What the task asks:
Search the entries for the word "Antonelli". Copy every line that holds it.

Dataset entries:
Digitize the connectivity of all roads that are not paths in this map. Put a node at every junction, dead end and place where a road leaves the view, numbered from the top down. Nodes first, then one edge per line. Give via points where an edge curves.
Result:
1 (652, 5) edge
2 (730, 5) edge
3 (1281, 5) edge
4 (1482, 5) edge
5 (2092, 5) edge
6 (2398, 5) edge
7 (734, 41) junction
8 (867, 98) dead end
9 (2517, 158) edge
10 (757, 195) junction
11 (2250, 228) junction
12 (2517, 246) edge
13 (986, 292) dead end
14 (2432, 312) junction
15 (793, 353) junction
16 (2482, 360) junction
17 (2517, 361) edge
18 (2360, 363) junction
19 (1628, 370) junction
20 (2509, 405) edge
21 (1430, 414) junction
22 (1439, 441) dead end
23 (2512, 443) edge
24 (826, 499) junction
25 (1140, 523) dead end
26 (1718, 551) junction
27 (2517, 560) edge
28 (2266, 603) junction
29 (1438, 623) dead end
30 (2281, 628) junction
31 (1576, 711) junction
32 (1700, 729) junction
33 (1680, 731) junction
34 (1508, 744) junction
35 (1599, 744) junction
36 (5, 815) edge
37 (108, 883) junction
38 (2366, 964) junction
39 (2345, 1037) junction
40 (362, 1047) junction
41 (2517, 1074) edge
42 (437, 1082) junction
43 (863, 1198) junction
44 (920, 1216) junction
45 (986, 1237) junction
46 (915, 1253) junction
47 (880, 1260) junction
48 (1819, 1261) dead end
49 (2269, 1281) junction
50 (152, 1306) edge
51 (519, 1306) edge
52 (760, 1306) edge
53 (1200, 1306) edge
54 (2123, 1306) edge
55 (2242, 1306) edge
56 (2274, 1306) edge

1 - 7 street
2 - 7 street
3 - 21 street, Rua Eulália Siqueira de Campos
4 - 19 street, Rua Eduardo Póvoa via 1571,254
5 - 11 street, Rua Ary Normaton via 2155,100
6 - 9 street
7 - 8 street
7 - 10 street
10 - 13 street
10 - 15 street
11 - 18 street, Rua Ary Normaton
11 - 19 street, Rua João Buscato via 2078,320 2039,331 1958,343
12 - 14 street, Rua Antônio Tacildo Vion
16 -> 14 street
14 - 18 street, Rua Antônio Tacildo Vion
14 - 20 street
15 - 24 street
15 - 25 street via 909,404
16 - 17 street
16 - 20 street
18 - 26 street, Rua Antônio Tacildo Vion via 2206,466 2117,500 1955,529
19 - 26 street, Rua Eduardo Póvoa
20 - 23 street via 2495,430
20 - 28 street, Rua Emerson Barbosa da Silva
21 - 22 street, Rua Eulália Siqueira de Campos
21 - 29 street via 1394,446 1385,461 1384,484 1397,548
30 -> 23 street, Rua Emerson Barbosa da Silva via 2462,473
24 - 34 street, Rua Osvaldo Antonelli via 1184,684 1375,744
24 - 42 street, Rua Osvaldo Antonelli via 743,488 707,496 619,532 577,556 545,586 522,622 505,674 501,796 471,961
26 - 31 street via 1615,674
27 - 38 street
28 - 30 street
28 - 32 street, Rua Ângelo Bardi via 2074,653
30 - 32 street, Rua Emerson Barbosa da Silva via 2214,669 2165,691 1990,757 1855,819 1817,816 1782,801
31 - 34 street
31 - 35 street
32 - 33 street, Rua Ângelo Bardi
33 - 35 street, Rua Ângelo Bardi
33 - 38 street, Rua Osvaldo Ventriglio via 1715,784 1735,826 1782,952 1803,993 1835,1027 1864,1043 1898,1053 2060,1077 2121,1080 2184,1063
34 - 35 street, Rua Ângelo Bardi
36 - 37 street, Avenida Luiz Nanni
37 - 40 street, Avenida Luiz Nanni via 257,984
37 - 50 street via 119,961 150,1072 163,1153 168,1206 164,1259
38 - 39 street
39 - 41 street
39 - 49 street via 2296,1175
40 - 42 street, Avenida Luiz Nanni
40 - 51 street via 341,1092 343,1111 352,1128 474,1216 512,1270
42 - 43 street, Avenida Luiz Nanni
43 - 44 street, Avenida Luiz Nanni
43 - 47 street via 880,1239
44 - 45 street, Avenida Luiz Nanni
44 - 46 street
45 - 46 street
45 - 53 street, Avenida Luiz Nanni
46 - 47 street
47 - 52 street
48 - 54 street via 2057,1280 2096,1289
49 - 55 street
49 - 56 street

Written reply:
24 - 34 street, Rua Osvaldo Antonelli via 1184,684 1375,744
24 - 42 street, Rua Osvaldo Antonelli via 743,488 707,496 619,532 577,556 545,586 522,622 505,674 501,796 471,961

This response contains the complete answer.